The Minolta, in my estimation, is a very high-performance scanner capable of capturing and recording the finest nuances of color in a 35mm film image (this is assuming it is driven with Lasersoft SilverFast Ai 6). However, the hardware and software is just a part of the equation. The scanner must be part of a calibrated and profiled color management system to perform optimally, and even though I think SilverFast is one of the easier scanner drivers to use, it does require some skill to make it perform to its potential.

How Best To Enlarge Digital Images?
Q. I have a friend using Extensis' pxl SmartScale to up size digital images, and he says it works really well. He of course concedes that the larger the original image the better, but he does believe that SmartScale has its place. I have a Minolta DiMAGE 3 that scans my 35mm film at a maximum of 2800dpi, which is not really enough to do an 11x16 or 16x24. Will SmartScale really enable me to do medium size enlargements from a 35 scanned at 2800?
Dave Hannah

A. I have not used or evaluated the Extensis SmartScale, so comparing it to Genuine Fractals from LizardTech ( seems unfair. I have used Genuine Fractals frequently to make enlarged prints from digital camera image files and have found it is very effective. And, generally the reader consensus I get indicates others are also enjoying good satisfaction with Genuine Fractals. If readers have experience with Extensis' SmartScale we'd like to hear from them. There is also more sophisticated and better software for up-scaling images that is provided with some high-end proprietary drivers for professional wide format printers, but those software packages start at about $500.

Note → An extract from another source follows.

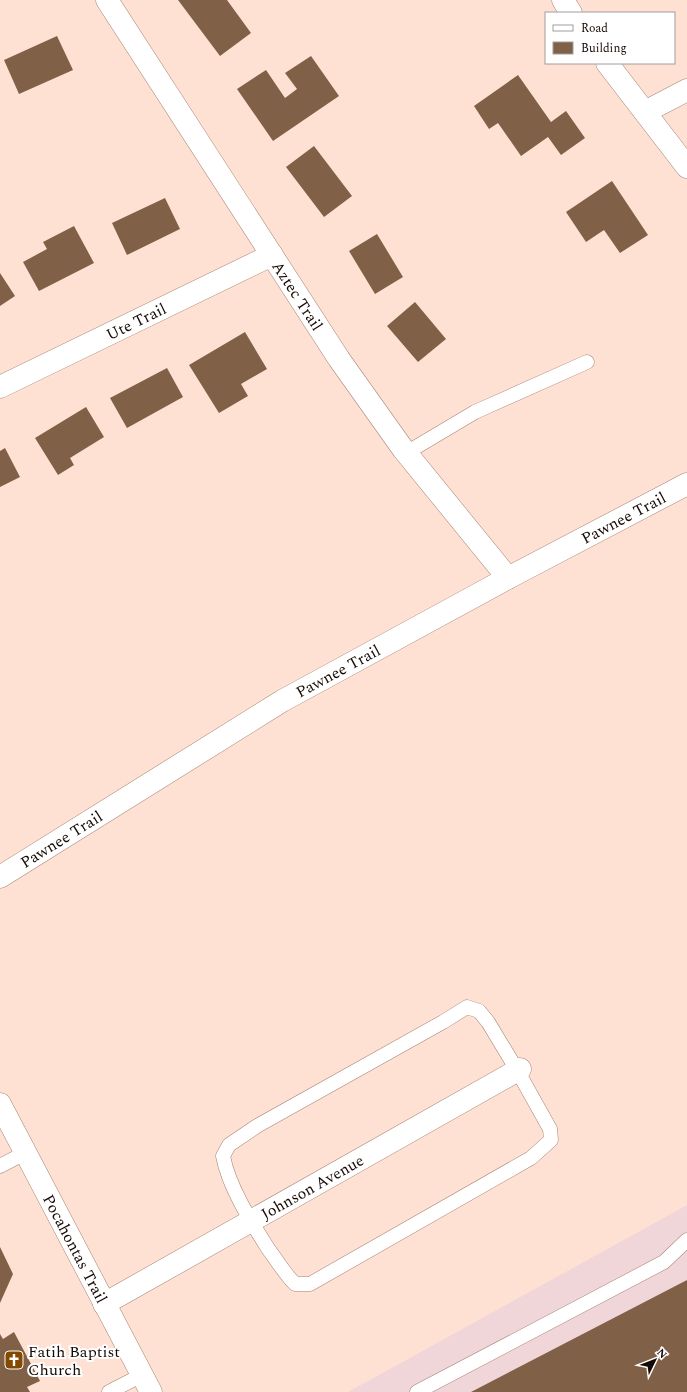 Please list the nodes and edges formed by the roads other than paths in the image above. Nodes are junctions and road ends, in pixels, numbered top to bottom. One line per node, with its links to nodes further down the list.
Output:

An All-In-One Photo Printer Not Reviewed
Q. I am planning to buy a photo printer. My friend suggested Epson's RX500 multifunctional printer. Can you give some feedback on this printer?
Stephen Chong

A. The Epson RX500 should provide photo printing performance very similar to the Epson Stylus Photo 900 model I reviewed in the October 2003 issue of Shutterbug, as the printing specifications are the same. The report is available to read on the Shutterbug website at:

Standard Digital Camera File Size/Resolution?
Q. My Sony DSC F828 gives me a picture resolution of 45x34" at 72dpi. If I change the resolution to, let's say, 8x10" at 300dpi in Photoshop for printing, will that detract from the image quality? And if so, is there another way to go about changing size and resolution for printing? And could you explain to me why they use 72dpi and a large picture size instead of a higher resolution and a smaller picture size, since the file size would be the same either way?
Jim McKernon

A. To answer your last part first, I would guess that 72dpi was established with some early digital camera makers because the first low-resolution cameras were used mostly to make pictures for the web, and 72dpi is VGA screen resolution.
To preserve quality integrity for printing digital camera files, I would suggest re-sizing with Resampling turned Off, and just adjust the dimensions letting resolution reset itself proportionally.